My husband and I have had the conversation that when you are in your teens and twenties, you spend your life looking for someone to love and spend your life with. You just want that all consuming, never ending happiness but you never realize (until you have it) that THAT kind of love has a price. When you truly love and enjoy something so much, it can be your undoing. The same way slowing down and going on vacation can be your undoing. You change your perspective and you change your expectations and your limitations.

I married the man I love and I have my daughters but with that I learned that the price of that happiness, that gift, is that if I lose them, it’s not something I am sure I can bounce back from because once you’ve gone there, you can’t go back. Once you’ve seen the world in living color, it’s impossible to go back to black and white.

When you go on vacation and really enjoy it, it makes it glaringly obvious how unmagical your reality is. I know the purpose of vacation is to rest and relax but it makes the price of not resting and never relaxing almost too much to bear. I came home and it’s been raining since we returned, there are no new and exciting anything, there are no old friends to love and consort with and there are bills, responsibilities. Life seems less bright. Maybe we are gypsies but we all agree on this point.

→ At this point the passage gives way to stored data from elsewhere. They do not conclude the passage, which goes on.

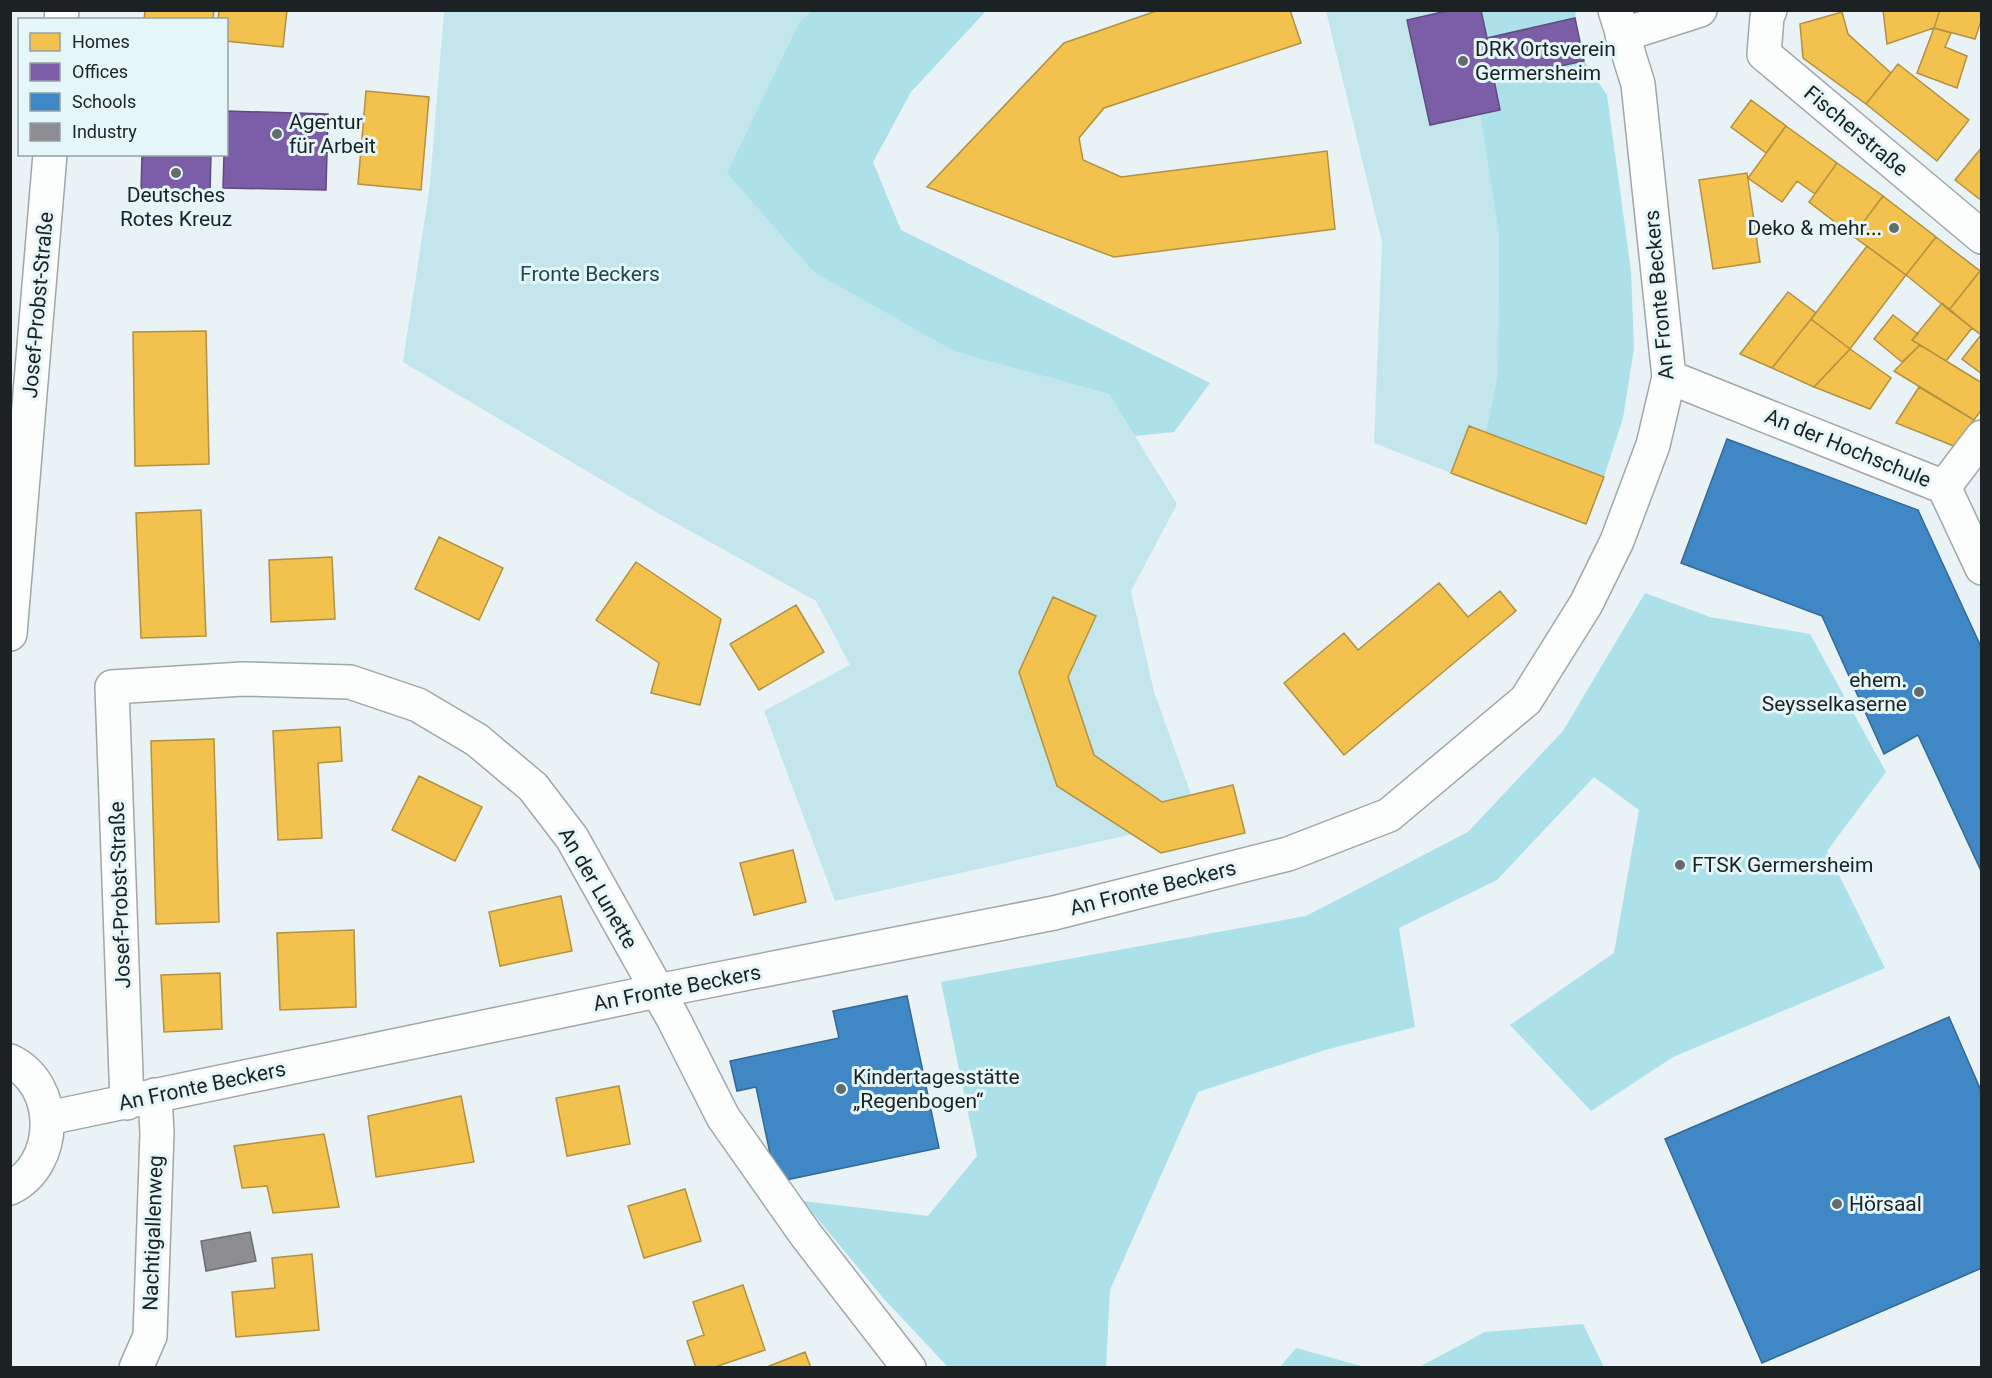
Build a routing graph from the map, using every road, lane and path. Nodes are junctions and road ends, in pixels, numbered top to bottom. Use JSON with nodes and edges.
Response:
{"nodes":[{"id":1,"x":1700,"y":10,"type":"edge"},
{"id":2,"x":1770,"y":10,"type":"edge"},
{"id":3,"x":1619,"y":22,"type":"edge"},
{"id":4,"x":50,"y":156,"type":"edge"},
{"id":5,"x":1982,"y":237,"type":"edge"},
{"id":6,"x":1669,"y":377,"type":"junction"},
{"id":7,"x":1982,"y":437,"type":"edge"},
{"id":8,"x":1944,"y":487,"type":"junction"},
{"id":9,"x":1982,"y":568,"type":"edge"},
{"id":10,"x":10,"y":634,"type":"edge"},
{"id":11,"x":112,"y":687,"type":"joint"},
{"id":12,"x":657,"y":991,"type":"junction"},
{"id":13,"x":10,"y":1060,"type":"edge"},
{"id":14,"x":141,"y":1099,"type":"junction"},
{"id":15,"x":48,"y":1118,"type":"junction"},
{"id":16,"x":10,"y":1188,"type":"edge"},
{"id":17,"x":136,"y":1368,"type":"edge"},
{"id":18,"x":909,"y":1368,"type":"edge"}],
"edges":[{"from":1,"to":3,"type":"street"},
{"from":2,"to":5,"type":"street","name":"Fischerstraße"},
{"from":3,"to":6,"type":"street","name":"An Fronte Beckers"},
{"from":4,"to":10,"type":"street","name":"Josef-Probst-Straße"},
{"from":6,"to":8,"type":"street","name":"An der Hochschule"},
{"from":6,"to":12,"type":"street","name":"An Fronte Beckers"},
{"from":7,"to":8,"type":"street"},
{"from":8,"to":9,"type":"street","name":"An der Hochschule"},
{"from":11,"to":12,"type":"street","name":"An der Lunette"},
{"from":11,"to":14,"type":"street","name":"Josef-Probst-Straße"},
{"from":12,"to":14,"type":"street","name":"An Fronte Beckers"},
{"from":12,"to":18,"type":"street","name":"An der Lunette"},
{"from":13,"to":15,"type":"street"},
{"from":14,"to":15,"type":"street","name":"An Fronte Beckers"},
{"from":14,"to":17,"type":"street","name":"Nachtigallenweg"},
{"from":15,"to":16,"type":"street"}]}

The time with old friends was amazing, however now I am left feeling more than a little deflated because it reminded me of just how much I miss them. The places we stayed on our summer vacation were beautiful, vibrant and ethereal because we were in a dream. Reality is like a room filled with fluorescent light, it gets the job done but it is severely lacking the magic factor.

 

I have the summer vacation blues but there are some things I can do to cure them.

  1. Take more time to enjoy the moments. Consciously, make the effort.
  2. Explore your own town. There are a million places that I’ve never been or eaten or explored within 2 hours driving distance but I will.
  3. Go out of your comfort zone. Obviously what is comfortable is good but it makes us complacent. I am sick of complacency.
  4. Try something new. Introduce yourself to the new neighbor, visit a local gallery or the new Ethiopian restaurant that just opened. Go to see the live bands play in the park.
  5. Do it all while taking it all in. Don’t power through life, soak it in. Bask in it like the warmth of the summer sun.

Life might feel ordinary and boring after an exciting summer vacation but if you look, if you stop and breathe for a moment, you can always find the extraordinary right beneath the surface of the ordinary people, places and things.

 

How do you cure the summer vacation blues?